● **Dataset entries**
▼▼▼

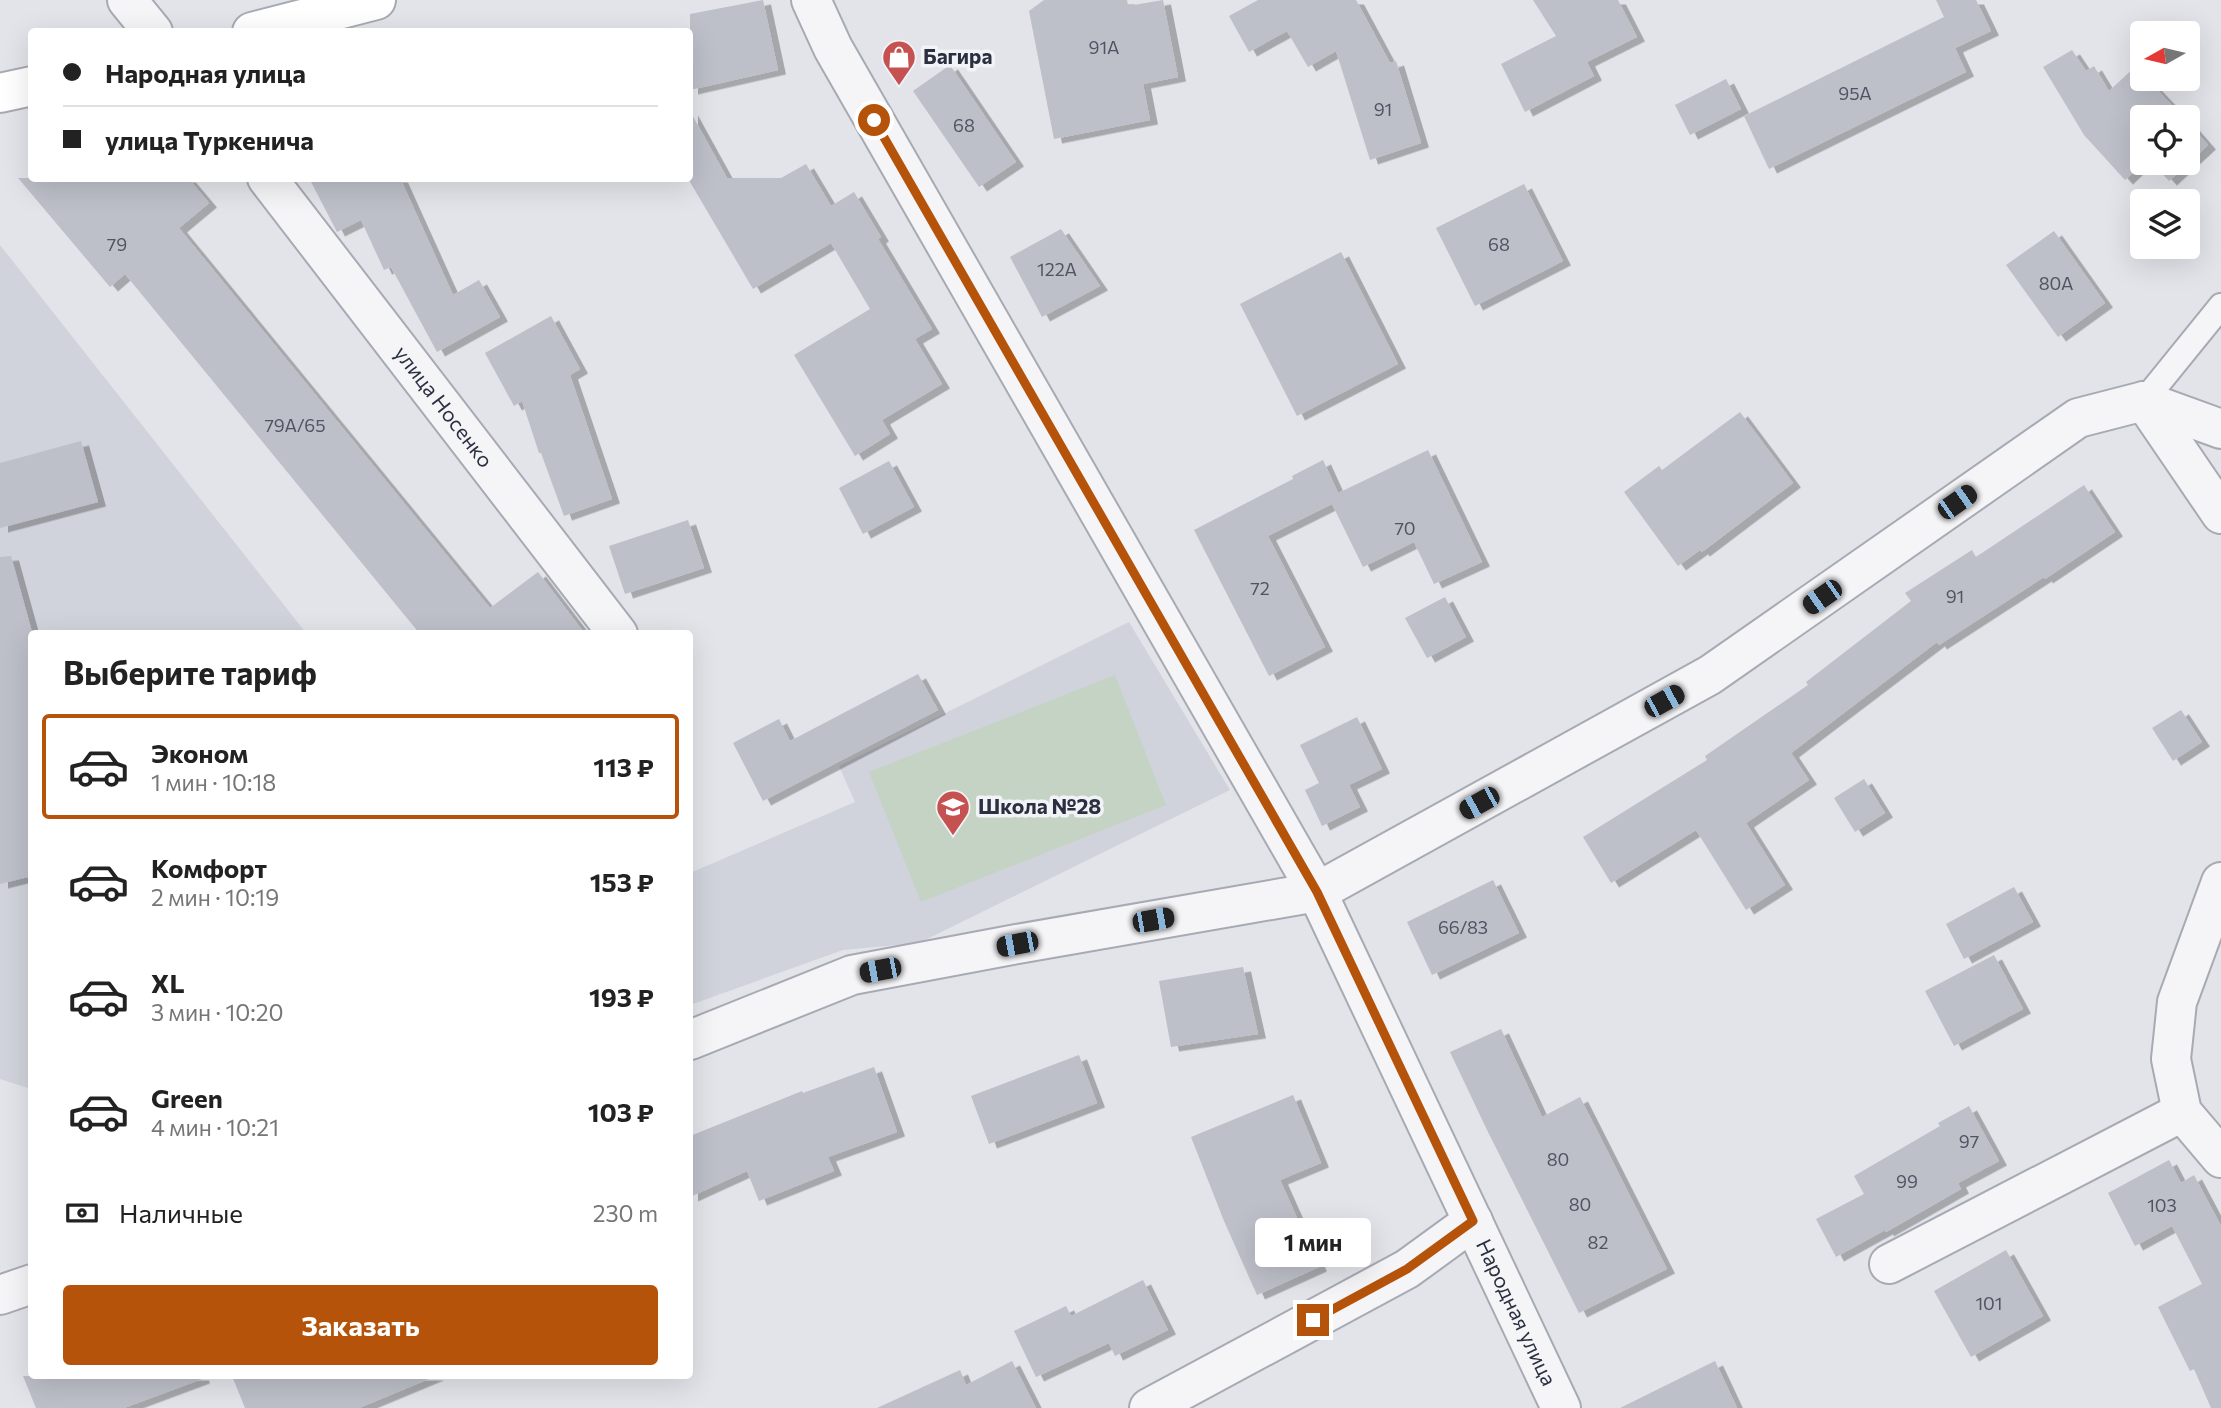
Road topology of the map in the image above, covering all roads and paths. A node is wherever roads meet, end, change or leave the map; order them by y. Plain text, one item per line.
1 (127, 0) edge
2 (376, 0) edge
3 (811, 0) edge
4 (150, 28) edge
5 (268, 28) edge
6 (28, 87) edge
7 (0, 93) edge
8 (271, 182) edge
9 (2221, 306) edge
10 (2144, 401) junction
11 (2221, 429) edge
12 (2221, 514) edge
13 (615, 630) edge
14 (2221, 882) edge
15 (1317, 892) junction
16 (693, 1039) edge
17 (2182, 1112) junction
18 (2221, 1158) edge
19 (1473, 1221) junction
20 (1889, 1264) dead end
21 (28, 1285) edge
22 (0, 1295) edge
23 (1149, 1408) edge
24 (1561, 1408) edge

1 - 4 street
2 - 5 main road
3 - 15 street, Народная улица
6 - 7 main road
8 - 13 street, улица Носенко
9 - 10 lane
10 - 11 street
10 - 12 street
10 - 15 street
14 - 17 street
15 - 16 street
15 - 19 street, Народная улица
17 - 18 street
17 - 20 street
19 - 23 street
19 - 24 street, Народная улица
21 - 22 street

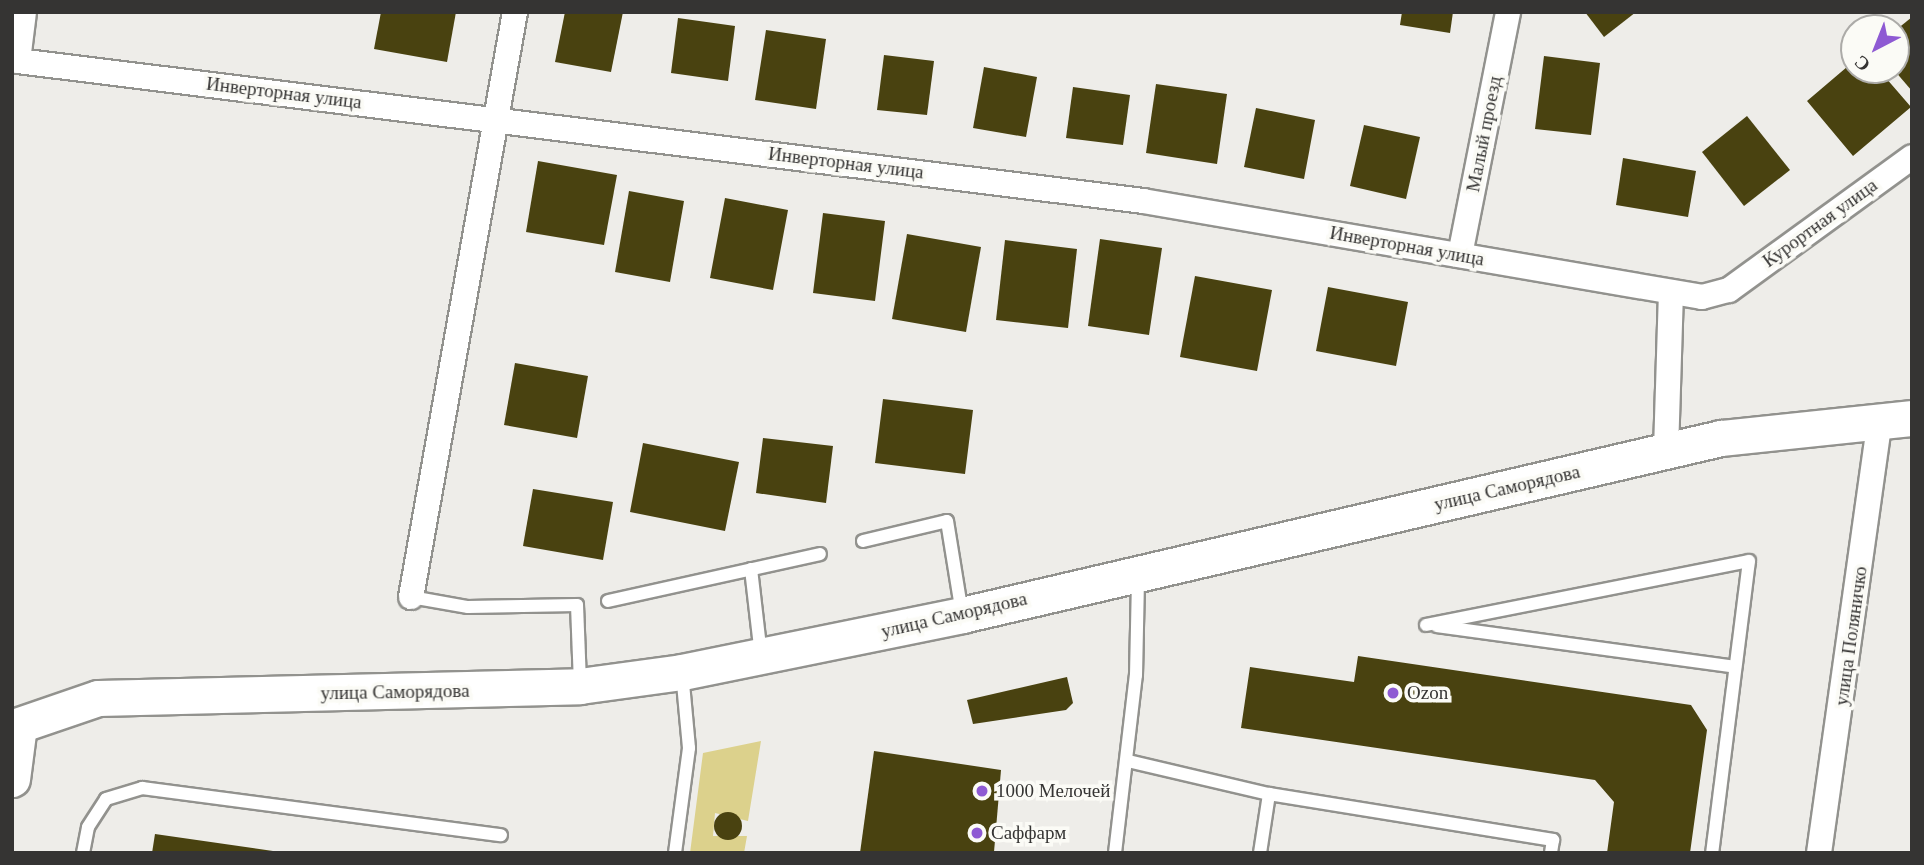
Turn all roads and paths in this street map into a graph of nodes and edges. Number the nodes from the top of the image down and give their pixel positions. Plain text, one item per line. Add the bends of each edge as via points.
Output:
1 (24, 12) edge
2 (515, 12) edge
3 (1508, 12) edge
4 (499, 118) junction
5 (1912, 157) edge
6 (1460, 255) junction
7 (1729, 290) joint
8 (1671, 292) junction
9 (1896, 418) edge
10 (1666, 452) junction
11 (863, 541) dead end
12 (820, 554) dead end
13 (751, 569) junction
14 (1139, 570) junction
15 (411, 597) joint
16 (608, 601) dead end
17 (962, 615) junction
18 (761, 656) junction
19 (1735, 667) junction
20 (682, 672) junction
21 (580, 686) junction
22 (16, 725) edge
23 (1128, 761) junction
24 (12, 779) edge
25 (1269, 794) junction
26 (501, 835) dead end
27 (83, 853) edge
28 (676, 853) edge
29 (1115, 853) edge
30 (1261, 853) edge
31 (1551, 853) edge
32 (1712, 853) edge
33 (1819, 853) edge

1 - 4 street, Инверторная улица via 18,61
2 - 4 street
3 - 6 street, Малый проезд
4 - 6 street, Инверторная улица via 1143,201
4 - 15 street
5 - 7 street, Курортная улица
6 - 8 street, Инверторная улица
7 - 8 street, Инверторная улица via 1702,297
8 - 10 street
9 - 10 street, улица Саморядова via 1721,438
9 - 33 street, улица Поляничко
10 - 14 street, улица Саморядова
11 - 17 lane via 947,521
12 - 13 lane
13 - 16 lane
13 - 18 lane
14 - 17 street, улица Саморядова
14 - 23 lane
15 - 21 lane via 468,607 577,605
17 - 18 street, улица Саморядова
18 - 20 street, улица Саморядова
19 - 19 lane via 1749,561 1426,625 1695,661
19 - 32 lane
20 - 21 street, улица Саморядова
20 - 28 lane via 689,748
21 - 22 street, улица Саморядова via 98,698
22 - 24 street
23 - 25 lane
23 - 29 lane
25 - 30 lane
25 - 31 lane via 1553,840
26 - 27 lane via 142,788 106,799 88,827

▲▲▲

● **Brief**
Gather each line in the entries above where the string "Инверторная" is found.

● **Solution to this problem**
1 - 4 street, Инверторная улица via 18,61
4 - 6 street, Инверторная улица via 1143,201
6 - 8 street, Инверторная улица
7 - 8 street, Инверторная улица via 1702,297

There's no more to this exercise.